Work order: Output only the entries, exactly as given, without the pictures.

Data to process:
____________________
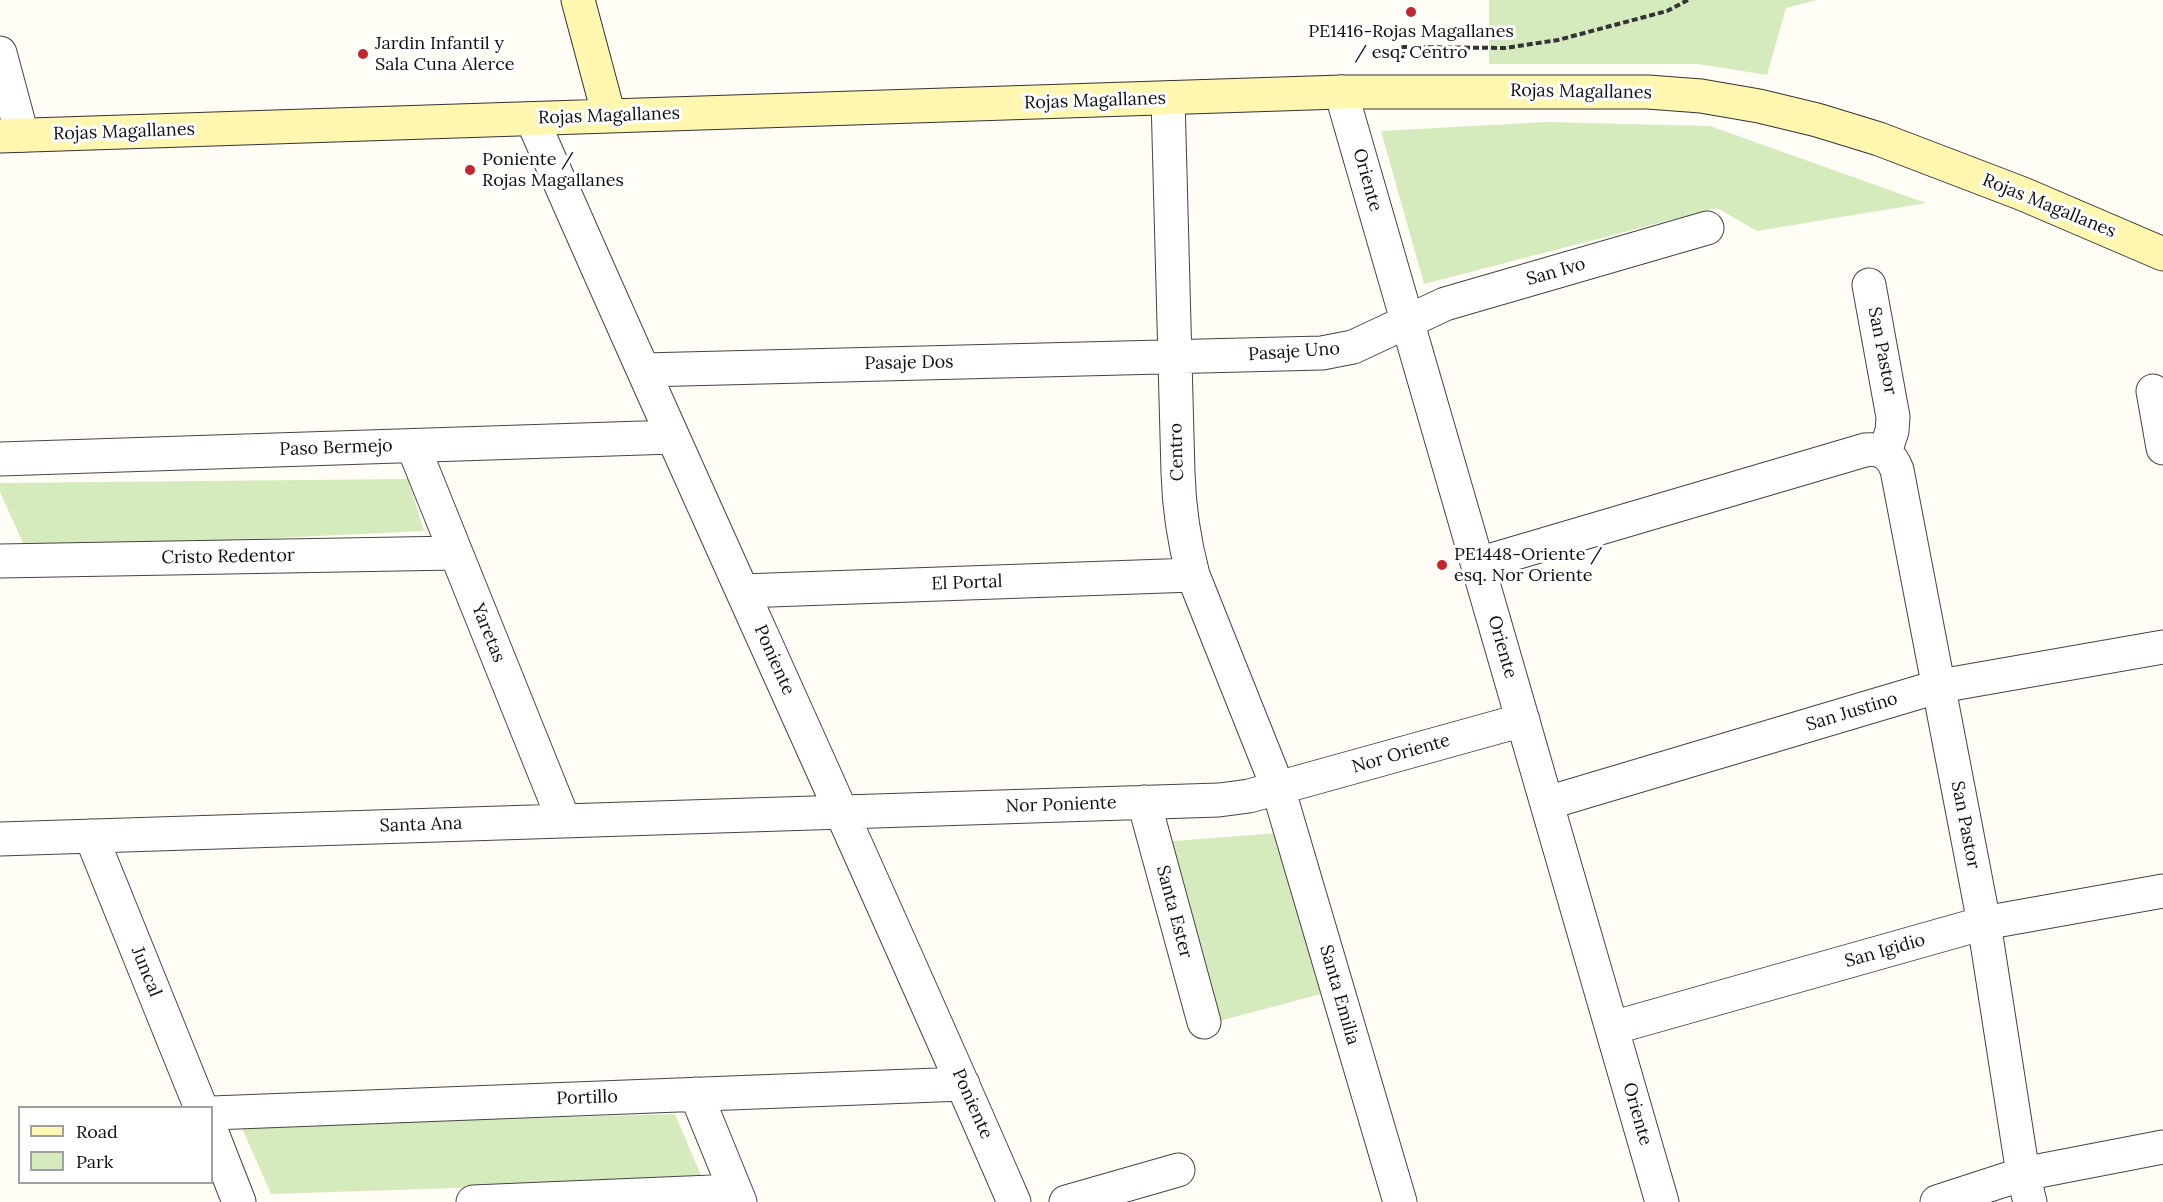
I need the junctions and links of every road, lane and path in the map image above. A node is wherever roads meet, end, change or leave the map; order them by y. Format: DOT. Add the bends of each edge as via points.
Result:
graph roads {
  1 [pos="578,0"];
  2 [pos="1688,0"];
  3 [pos="0,53"];
  4 [pos="1341,92"];
  5 [pos="1404,92"];
  6 [pos="1168,98"];
  7 [pos="609,116"];
  8 [pos="532,119"];
  9 [pos="11,136"];
  10 [pos="1707,228"];
  11 [pos="2163,254"];
  12 [pos="1869,285"];
  13 [pos="1408,321"];
  14 [pos="1175,357"];
  15 [pos="644,370"];
  16 [pos="2153,391"];
  17 [pos="673,437"];
  18 [pos="413,446"];
  19 [pos="2163,448"];
  20 [pos="1886,452"];
  21 [pos="0,459"];
  22 [pos="456,553"];
  23 [pos="0,561"];
  24 [pos="1478,564"];
  25 [pos="1192,575"];
  26 [pos="742,591"];
  27 [pos="2163,647"];
  28 [pos="1940,686"];
  29 [pos="1523,720"];
  30 [pos="1278,788"];
  31 [pos="1144,802"];
  32 [pos="1547,803"];
  33 [pos="842,812"];
  34 [pos="564,821"];
  35 [pos="91,836"];
  36 [pos="0,839"];
  37 [pos="2163,891"];
  38 [pos="1984,923"];
  39 [pos="1204,1022"];
  40 [pos="1612,1028"];
  41 [pos="963,1084"];
  42 [pos="696,1094"];
  43 [pos="201,1106"];
  44 [pos="213,1113"];
  45 [pos="213,1136"];
  46 [pos="2163,1147"];
  47 [pos="1178,1170"];
  48 [pos="2027,1188"];
  49 [pos="737,1196"];
  50 [pos="239,1202"];
  51 [pos="473,1202"];
  52 [pos="1014,1202"];
  53 [pos="1066,1202"];
  54 [pos="1400,1202"];
  55 [pos="1662,1202"];
  56 [pos="1937,1202"];
  1 -- 7 [label="street"];
  2 -- 5 [label="path" via="1667,11 1558,40 1505,48 1402,47"];
  3 -- 9 [label="street"];
  4 -- 5 [label="street, Rojas Magallanes"];
  4 -- 6 [label="street, Rojas Magallanes"];
  4 -- 13 [label="street, Oriente"];
  5 -- 11 [label="street, Rojas Magallanes" via="1648,92 1759,106 1879,139"];
  6 -- 7 [label="street, Rojas Magallanes"];
  6 -- 14 [label="street, Centro"];
  7 -- 8 [label="street, Rojas Magallanes"];
  8 -- 9 [label="street, Rojas Magallanes"];
  8 -- 15 [label="street, Poniente"];
  10 -- 13 [label="street, San Ivo" via="1445,304"];
  12 -- 20 [label="street, San Pastor" via="1893,417"];
  13 -- 14 [label="street, Pasaje Uno" via="1339,351"];
  13 -- 24 [label="street, Oriente"];
  14 -- 15 [label="street, Pasaje Dos"];
  14 -- 25 [label="street, Centro" via="1179,500"];
  15 -- 17 [label="street, Poniente"];
  16 -- 19 [label="street"];
  17 -- 18 [label="street, Paso Bermejo"];
  17 -- 26 [label="street, Poniente"];
  18 -- 21 [label="street, Paso Bermejo"];
  18 -- 22 [label="street, Yaretas"];
  20 -- 24 [label="street" via="1865,450"];
  20 -- 28 [label="street, San Pastor" via="1897,470"];
  22 -- 23 [label="street, Cristo Redentor"];
  22 -- 34 [label="street, Yaretas"];
  24 -- 29 [label="street, Oriente"];
  25 -- 26 [label="street, El Portal"];
  25 -- 30 [label="street, Centro"];
  26 -- 33 [label="street, Poniente"];
  27 -- 28 [label="street, San Justino"];
  28 -- 32 [label="street, San Justino"];
  28 -- 38 [label="street, San Pastor"];
  29 -- 30 [label="street, Nor Oriente"];
  29 -- 32 [label="street, Oriente"];
  30 -- 31 [label="street, Nor Poniente" via="1219,800"];
  30 -- 54 [label="street, Santa Emilia"];
  31 -- 33 [label="street, Nor Poniente"];
  31 -- 39 [label="street, Santa Ester"];
  32 -- 40 [label="street, Oriente"];
  33 -- 34 [label="street, Santa Ana"];
  33 -- 41 [label="street, Poniente"];
  34 -- 35 [label="street, Santa Ana"];
  35 -- 36 [label="street, Santa Ana"];
  35 -- 43 [label="street, Juncal"];
  37 -- 38 [label="street, San Igidio"];
  38 -- 40 [label="street, San Igidio"];
  38 -- 48 [label="street, San Pastor"];
  40 -- 55 [label="street, Oriente"];
  41 -- 42 [label="street, Portillo"];
  41 -- 52 [label="street, Poniente"];
  42 -- 44 [label="street, Portillo"];
  42 -- 49 [label="street"];
  45 -- 50 [label="street"];
  46 -- 48 [label="street" via="2062,1165"];
  47 -- 53 [label="street"];
  48 -- 56 [label="street"];
  49 -- 51 [label="street"];
}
____________________
Output below:
I need the junctions and links of every road, lane and path in the map image above. A node is wherever roads meet, end, change or leave the map; order them by y. Format: DOT. Add the bends of each edge as via points.
Result:
graph roads {
  1 [pos="578,0"];
  2 [pos="1688,0"];
  3 [pos="0,53"];
  4 [pos="1341,92"];
  5 [pos="1404,92"];
  6 [pos="1168,98"];
  7 [pos="609,116"];
  8 [pos="532,119"];
  9 [pos="11,136"];
  10 [pos="1707,228"];
  11 [pos="2163,254"];
  12 [pos="1869,285"];
  13 [pos="1408,321"];
  14 [pos="1175,357"];
  15 [pos="644,370"];
  16 [pos="2153,391"];
  17 [pos="673,437"];
  18 [pos="413,446"];
  19 [pos="2163,448"];
  20 [pos="1886,452"];
  21 [pos="0,459"];
  22 [pos="456,553"];
  23 [pos="0,561"];
  24 [pos="1478,564"];
  25 [pos="1192,575"];
  26 [pos="742,591"];
  27 [pos="2163,647"];
  28 [pos="1940,686"];
  29 [pos="1523,720"];
  30 [pos="1278,788"];
  31 [pos="1144,802"];
  32 [pos="1547,803"];
  33 [pos="842,812"];
  34 [pos="564,821"];
  35 [pos="91,836"];
  36 [pos="0,839"];
  37 [pos="2163,891"];
  38 [pos="1984,923"];
  39 [pos="1204,1022"];
  40 [pos="1612,1028"];
  41 [pos="963,1084"];
  42 [pos="696,1094"];
  43 [pos="201,1106"];
  44 [pos="213,1113"];
  45 [pos="213,1136"];
  46 [pos="2163,1147"];
  47 [pos="1178,1170"];
  48 [pos="2027,1188"];
  49 [pos="737,1196"];
  50 [pos="239,1202"];
  51 [pos="473,1202"];
  52 [pos="1014,1202"];
  53 [pos="1066,1202"];
  54 [pos="1400,1202"];
  55 [pos="1662,1202"];
  56 [pos="1937,1202"];
  1 -- 7 [label="street"];
  2 -- 5 [label="path" via="1667,11 1558,40 1505,48 1402,47"];
  3 -- 9 [label="street"];
  4 -- 5 [label="street, Rojas Magallanes"];
  4 -- 6 [label="street, Rojas Magallanes"];
  4 -- 13 [label="street, Oriente"];
  5 -- 11 [label="street, Rojas Magallanes" via="1648,92 1759,106 1879,139"];
  6 -- 7 [label="street, Rojas Magallanes"];
  6 -- 14 [label="street, Centro"];
  7 -- 8 [label="street, Rojas Magallanes"];
  8 -- 9 [label="street, Rojas Magallanes"];
  8 -- 15 [label="street, Poniente"];
  10 -- 13 [label="street, San Ivo" via="1445,304"];
  12 -- 20 [label="street, San Pastor" via="1893,417"];
  13 -- 14 [label="street, Pasaje Uno" via="1339,351"];
  13 -- 24 [label="street, Oriente"];
  14 -- 15 [label="street, Pasaje Dos"];
  14 -- 25 [label="street, Centro" via="1179,500"];
  15 -- 17 [label="street, Poniente"];
  16 -- 19 [label="street"];
  17 -- 18 [label="street, Paso Bermejo"];
  17 -- 26 [label="street, Poniente"];
  18 -- 21 [label="street, Paso Bermejo"];
  18 -- 22 [label="street, Yaretas"];
  20 -- 24 [label="street" via="1865,450"];
  20 -- 28 [label="street, San Pastor" via="1897,470"];
  22 -- 23 [label="street, Cristo Redentor"];
  22 -- 34 [label="street, Yaretas"];
  24 -- 29 [label="street, Oriente"];
  25 -- 26 [label="street, El Portal"];
  25 -- 30 [label="street, Centro"];
  26 -- 33 [label="street, Poniente"];
  27 -- 28 [label="street, San Justino"];
  28 -- 32 [label="street, San Justino"];
  28 -- 38 [label="street, San Pastor"];
  29 -- 30 [label="street, Nor Oriente"];
  29 -- 32 [label="street, Oriente"];
  30 -- 31 [label="street, Nor Poniente" via="1219,800"];
  30 -- 54 [label="street, Santa Emilia"];
  31 -- 33 [label="street, Nor Poniente"];
  31 -- 39 [label="street, Santa Ester"];
  32 -- 40 [label="street, Oriente"];
  33 -- 34 [label="street, Santa Ana"];
  33 -- 41 [label="street, Poniente"];
  34 -- 35 [label="street, Santa Ana"];
  35 -- 36 [label="street, Santa Ana"];
  35 -- 43 [label="street, Juncal"];
  37 -- 38 [label="street, San Igidio"];
  38 -- 40 [label="street, San Igidio"];
  38 -- 48 [label="street, San Pastor"];
  40 -- 55 [label="street, Oriente"];
  41 -- 42 [label="street, Portillo"];
  41 -- 52 [label="street, Poniente"];
  42 -- 44 [label="street, Portillo"];
  42 -- 49 [label="street"];
  45 -- 50 [label="street"];
  46 -- 48 [label="street" via="2062,1165"];
  47 -- 53 [label="street"];
  48 -- 56 [label="street"];
  49 -- 51 [label="street"];
}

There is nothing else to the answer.